TASK DIRECTIONS -
Filter by the string "Душана": return the lines of the material that contain it.

MATERIAL FOR THIS EXERCISE -

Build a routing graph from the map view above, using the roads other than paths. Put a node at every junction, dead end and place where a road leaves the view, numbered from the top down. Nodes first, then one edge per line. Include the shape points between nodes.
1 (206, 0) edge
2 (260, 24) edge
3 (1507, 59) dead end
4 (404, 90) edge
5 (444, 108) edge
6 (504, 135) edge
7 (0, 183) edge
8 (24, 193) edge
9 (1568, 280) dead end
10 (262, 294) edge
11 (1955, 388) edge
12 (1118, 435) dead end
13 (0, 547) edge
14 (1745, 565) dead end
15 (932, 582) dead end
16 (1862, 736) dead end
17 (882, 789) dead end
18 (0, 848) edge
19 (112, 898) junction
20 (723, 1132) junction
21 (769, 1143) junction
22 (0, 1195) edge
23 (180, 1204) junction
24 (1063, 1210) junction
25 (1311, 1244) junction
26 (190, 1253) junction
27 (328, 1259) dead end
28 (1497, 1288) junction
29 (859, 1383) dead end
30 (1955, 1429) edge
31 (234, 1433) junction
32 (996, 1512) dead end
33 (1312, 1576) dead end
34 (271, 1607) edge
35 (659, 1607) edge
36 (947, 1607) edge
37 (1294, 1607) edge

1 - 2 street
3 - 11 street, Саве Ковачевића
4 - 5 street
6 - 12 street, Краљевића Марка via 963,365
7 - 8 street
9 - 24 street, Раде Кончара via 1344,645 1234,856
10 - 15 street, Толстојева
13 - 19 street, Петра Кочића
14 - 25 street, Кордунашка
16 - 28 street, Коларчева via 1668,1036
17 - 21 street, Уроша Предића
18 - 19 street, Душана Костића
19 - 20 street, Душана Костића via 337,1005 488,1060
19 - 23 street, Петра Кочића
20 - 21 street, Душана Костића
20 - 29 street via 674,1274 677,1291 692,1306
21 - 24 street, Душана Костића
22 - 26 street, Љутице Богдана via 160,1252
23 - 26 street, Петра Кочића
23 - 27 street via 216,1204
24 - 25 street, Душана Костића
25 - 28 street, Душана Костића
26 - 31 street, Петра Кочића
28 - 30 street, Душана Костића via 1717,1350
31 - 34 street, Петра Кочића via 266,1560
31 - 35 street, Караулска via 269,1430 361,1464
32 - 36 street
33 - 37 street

RESPONSE TO THE TASK -
18 - 19 street, Душана Костића
19 - 20 street, Душана Костића via 337,1005 488,1060
20 - 21 street, Душана Костића
21 - 24 street, Душана Костића
24 - 25 street, Душана Костића
25 - 28 street, Душана Костића
28 - 30 street, Душана Костића via 1717,1350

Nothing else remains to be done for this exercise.